Monir Hossain Manu
- Manu with Mohammedan SC in the 80s

Personal information
- Full name: Monir Hossain Manu
- Date of birth: 13 July 1959
- Place of birth: Dhaka, East Pakistan (present-day Bangladesh)
- Date of death: 20 April 2018 (aged 58)
- Place of death: Dhaka, Bangladesh
- Height: 1.63 m (5 ft 4 in)
- Position(s): Right-winger

Youth career
- 1980: Fakirerpool B

Senior career*
- Years: Team / Apps / (Gls)
- 1981: Avijatrik Malibagh
- 1982–1983: BRTC SC
- 1984–1987: Mohammedan SC
- 1988–1989: Fakirerpool YMC

International career
- 1985–1987: Bangladesh

Medal record
Representing Bangladesh
Men's football
South Asian Games
| Silver medal – second place | 1985 Kathmandu |  |

= Monir Hossain Manu =

Bangladeshi footballer (1959–2018)

Monir Hossain (মনির হোসাইন; 13 July 1959 – 20 April 2018), known by his nickname Manu, was a Bangladeshi former footballer who played as a winger. He was commonly regarded as the "Panther of Dhaka football".

==Early life==
Manu was born on 13 July 1959 in Arambagh, Dhaka. Both of his parents died before the 1971 Liberation War, as Manu, the youngest among five brothers, spent his childhood working in local restaurants, unable to afford an education.

==Club career==
In 1980, Manu was part of a Pioneer League XI which tied 2–2 with the Bangladesh national team, and in the same year, he participated in the Pioneer League with Fakirerpool B team. After spending the following season with Avijatrik Malibagh in the Dhaka Third Division Football League he joined BRTC Sports Club in the Second Division in 1982.

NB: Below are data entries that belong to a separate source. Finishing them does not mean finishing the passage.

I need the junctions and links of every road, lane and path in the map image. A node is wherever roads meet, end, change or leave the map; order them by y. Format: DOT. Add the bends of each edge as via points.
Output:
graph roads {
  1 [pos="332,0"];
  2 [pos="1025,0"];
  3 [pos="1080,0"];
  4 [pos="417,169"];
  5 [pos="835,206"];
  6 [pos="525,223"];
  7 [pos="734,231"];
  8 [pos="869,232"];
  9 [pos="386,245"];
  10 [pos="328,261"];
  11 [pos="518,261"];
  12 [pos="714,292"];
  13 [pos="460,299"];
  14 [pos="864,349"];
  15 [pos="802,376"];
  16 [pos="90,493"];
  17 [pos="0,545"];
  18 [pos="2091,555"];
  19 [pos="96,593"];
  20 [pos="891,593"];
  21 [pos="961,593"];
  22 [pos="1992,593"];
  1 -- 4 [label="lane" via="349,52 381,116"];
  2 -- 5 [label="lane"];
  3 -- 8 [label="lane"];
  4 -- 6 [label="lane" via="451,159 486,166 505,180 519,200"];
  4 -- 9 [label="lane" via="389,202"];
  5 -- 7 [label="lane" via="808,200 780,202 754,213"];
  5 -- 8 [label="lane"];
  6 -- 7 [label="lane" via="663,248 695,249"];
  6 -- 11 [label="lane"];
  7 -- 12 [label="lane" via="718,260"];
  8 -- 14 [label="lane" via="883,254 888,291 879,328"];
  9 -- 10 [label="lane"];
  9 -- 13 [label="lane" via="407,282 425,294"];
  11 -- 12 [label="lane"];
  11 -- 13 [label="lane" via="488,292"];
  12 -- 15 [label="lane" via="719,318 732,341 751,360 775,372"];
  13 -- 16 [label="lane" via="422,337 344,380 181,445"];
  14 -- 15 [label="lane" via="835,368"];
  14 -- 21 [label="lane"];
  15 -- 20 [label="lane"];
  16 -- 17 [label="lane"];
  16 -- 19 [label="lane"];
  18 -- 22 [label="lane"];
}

His debut season saw him guide BRTC to the First Division after 12 years, as league's top scorer with 16 goals. In the final league game against promotion rivals, Muktijoddha Sangsad KC, he scored a brace to ensure BRTC's promotion, leading to the opponent fans vandalising the BRTC clubhouse while also attacking Manu with a hockey stick, which would see him out of action for nearly two months.

Manu made his First Division debut in 1983, but his best performance that year came during the Sher-e-Bangla Cup final for Sylhet District, scoring from a 40-yard strike against Dhaka District. His performances in the tournament, saw Mohammedan SC sign him in 1984. Under coach, Golam Sarwar Tipu, Manu shifted from a striker to a winger.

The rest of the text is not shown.